The Case Against Gold Falls Apart

Let the great gold debate rage on!

I've been saying for a decade that gold's a great investment -- and over that time it has about quintupled. My old friend, investor James Altucher, says gold is never, ever, a good investment. He prefers stocks. Stocks have gone nowhere over the last decade.

I took on James's views in this column last week. Since then, James and I debated the matter on CNBC's "Kudlow Report," and James wrote two online columns for The Wall Street Journal refuting my points. Now in this column, I'm carrying on the debate yet again -- from James's first column this makes the debate's sixth media event in less than two weeks. Is this a great country, or what?

I especially enjoy this because James has made my job so easy for me. He's made the mistake of making a claim so preposterously vast as to be intellectually indefensible. In his first Wall Street Journal column, “Why Gold is the Worst Investment Now,” he said gold is "a worthless rock." Not a worthless rock now, or a worthless rock under thus-and-such circumstances -- but simply a worthless rock.
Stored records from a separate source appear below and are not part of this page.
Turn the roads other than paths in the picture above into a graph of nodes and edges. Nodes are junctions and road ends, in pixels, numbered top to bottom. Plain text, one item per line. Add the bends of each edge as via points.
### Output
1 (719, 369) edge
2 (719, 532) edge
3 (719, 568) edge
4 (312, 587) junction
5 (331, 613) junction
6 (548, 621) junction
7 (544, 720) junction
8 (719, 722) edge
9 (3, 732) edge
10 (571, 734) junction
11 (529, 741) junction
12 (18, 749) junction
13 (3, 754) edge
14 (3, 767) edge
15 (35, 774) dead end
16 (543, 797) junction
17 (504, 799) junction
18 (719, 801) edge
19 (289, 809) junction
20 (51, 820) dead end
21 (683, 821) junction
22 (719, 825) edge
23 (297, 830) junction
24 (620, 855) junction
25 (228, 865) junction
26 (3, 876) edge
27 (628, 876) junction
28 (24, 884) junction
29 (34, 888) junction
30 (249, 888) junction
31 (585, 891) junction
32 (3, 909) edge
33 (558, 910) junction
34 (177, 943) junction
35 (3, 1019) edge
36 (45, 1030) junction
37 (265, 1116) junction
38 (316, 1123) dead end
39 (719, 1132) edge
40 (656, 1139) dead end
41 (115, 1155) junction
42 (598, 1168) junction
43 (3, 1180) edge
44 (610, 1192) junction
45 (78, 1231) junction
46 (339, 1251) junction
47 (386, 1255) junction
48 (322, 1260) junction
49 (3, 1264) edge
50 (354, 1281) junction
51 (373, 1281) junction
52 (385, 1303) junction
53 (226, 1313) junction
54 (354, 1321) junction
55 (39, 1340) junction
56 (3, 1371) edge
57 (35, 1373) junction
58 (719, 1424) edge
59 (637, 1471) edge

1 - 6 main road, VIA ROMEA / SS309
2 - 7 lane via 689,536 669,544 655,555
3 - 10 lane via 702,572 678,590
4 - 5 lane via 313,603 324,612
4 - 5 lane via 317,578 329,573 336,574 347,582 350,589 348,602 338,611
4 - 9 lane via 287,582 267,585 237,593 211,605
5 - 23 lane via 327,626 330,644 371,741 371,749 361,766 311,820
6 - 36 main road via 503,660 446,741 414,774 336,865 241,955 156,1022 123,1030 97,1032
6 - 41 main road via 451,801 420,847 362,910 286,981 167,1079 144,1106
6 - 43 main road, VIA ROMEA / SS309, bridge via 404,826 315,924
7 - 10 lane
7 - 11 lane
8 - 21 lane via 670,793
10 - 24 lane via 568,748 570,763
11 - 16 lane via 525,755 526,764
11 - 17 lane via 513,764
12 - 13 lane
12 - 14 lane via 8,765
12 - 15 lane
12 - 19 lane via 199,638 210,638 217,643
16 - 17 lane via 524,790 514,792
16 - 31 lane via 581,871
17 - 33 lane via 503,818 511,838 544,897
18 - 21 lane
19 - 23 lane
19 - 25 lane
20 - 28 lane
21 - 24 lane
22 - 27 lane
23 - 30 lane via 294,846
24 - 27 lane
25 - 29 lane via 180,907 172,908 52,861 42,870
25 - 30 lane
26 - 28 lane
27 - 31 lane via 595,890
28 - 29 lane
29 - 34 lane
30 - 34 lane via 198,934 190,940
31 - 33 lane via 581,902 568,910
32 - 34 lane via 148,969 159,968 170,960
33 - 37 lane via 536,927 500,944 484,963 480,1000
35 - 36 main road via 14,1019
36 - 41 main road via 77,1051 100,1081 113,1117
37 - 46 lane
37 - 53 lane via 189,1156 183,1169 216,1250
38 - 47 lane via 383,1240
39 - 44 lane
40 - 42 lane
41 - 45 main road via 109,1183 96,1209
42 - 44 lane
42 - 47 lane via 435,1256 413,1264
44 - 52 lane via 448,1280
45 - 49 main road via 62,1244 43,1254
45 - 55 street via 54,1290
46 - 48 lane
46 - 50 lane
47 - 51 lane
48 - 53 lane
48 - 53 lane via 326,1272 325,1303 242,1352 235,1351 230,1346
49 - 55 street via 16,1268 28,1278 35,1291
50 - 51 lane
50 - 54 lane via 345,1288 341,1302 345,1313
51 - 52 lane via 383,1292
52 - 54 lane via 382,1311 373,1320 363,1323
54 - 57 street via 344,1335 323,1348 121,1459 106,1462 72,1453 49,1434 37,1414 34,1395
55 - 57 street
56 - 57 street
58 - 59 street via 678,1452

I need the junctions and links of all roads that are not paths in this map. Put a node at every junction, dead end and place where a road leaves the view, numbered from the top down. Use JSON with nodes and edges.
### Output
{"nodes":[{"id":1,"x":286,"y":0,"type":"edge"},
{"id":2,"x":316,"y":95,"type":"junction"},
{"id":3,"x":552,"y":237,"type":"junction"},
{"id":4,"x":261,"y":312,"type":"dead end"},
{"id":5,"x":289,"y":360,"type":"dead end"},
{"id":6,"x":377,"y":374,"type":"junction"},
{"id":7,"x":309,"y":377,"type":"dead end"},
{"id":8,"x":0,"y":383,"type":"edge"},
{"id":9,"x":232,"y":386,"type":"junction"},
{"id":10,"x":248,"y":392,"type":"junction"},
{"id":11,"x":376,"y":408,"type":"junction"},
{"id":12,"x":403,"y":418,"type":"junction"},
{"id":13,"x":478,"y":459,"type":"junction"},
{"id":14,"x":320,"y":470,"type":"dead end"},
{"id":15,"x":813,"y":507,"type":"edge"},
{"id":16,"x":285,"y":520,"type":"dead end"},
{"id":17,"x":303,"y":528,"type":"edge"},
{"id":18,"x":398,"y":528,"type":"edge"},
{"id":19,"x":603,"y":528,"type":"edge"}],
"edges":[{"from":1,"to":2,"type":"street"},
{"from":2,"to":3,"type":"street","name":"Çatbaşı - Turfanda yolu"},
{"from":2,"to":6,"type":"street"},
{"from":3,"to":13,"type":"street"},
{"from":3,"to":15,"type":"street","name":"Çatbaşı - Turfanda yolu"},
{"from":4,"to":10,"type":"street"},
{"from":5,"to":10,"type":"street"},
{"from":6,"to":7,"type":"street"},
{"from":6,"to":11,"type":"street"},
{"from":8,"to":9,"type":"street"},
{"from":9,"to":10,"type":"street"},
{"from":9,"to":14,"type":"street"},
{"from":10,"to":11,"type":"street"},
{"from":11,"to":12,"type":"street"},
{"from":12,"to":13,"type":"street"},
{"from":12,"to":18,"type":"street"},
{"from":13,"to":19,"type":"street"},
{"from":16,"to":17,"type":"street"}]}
Yeah, right. Like the "Mona Lisa" is a worthless piece of canvas.

So all I have to do to win the argument is to prove that gold is at least sometimes more than worthless. You'd think that wouldn't be a problem with the price of gold having more than quadrupled since 2000. But I'd like to make my point on principle, not just recent performance -- which, as they say, is not a promise of future returns.

Over these last 10 years, my case for gold has been based on its sensitivity to inflation. A decade ago the United States was in the midst of a mild deflation, which the Federal Reserve finally acknowledged in public in 2002, with Ben Bernanke's famous speech about "dropping money out of helicopters." For a Fed official to make such a statement, and for that official to be subsequently elevated to the chairmanship of the Fed, tells me that there's inflation in our future.

All the more now what the Fed and the other central banks of the world are keeping interest rates low for what the Fed calls "an extended period." Who knows when the inflation will show up in consumer prices? The point is that it's out there over the horizon, and you can profitably invest in gold based on that, because gold is sensitive to even the prospect of future inflation.

To counter that, James has had to argue that gold is not a good inflation hedge. He's gone further, and said that stocks make a better inflation hedge. He's wrong on both counts.

In our encounter on CNBC Monday, James said that gold and the CPI are not historically correlated -- he says they have a statistical correlation of just 0.14 over the last 40 years (for those of you not familiar with correlation stats, that's a very low number). On the air I called that statistic "laughable" and challenged him to prove it by emailing a spreadsheet. He said, "I will absolutely do that." He never did.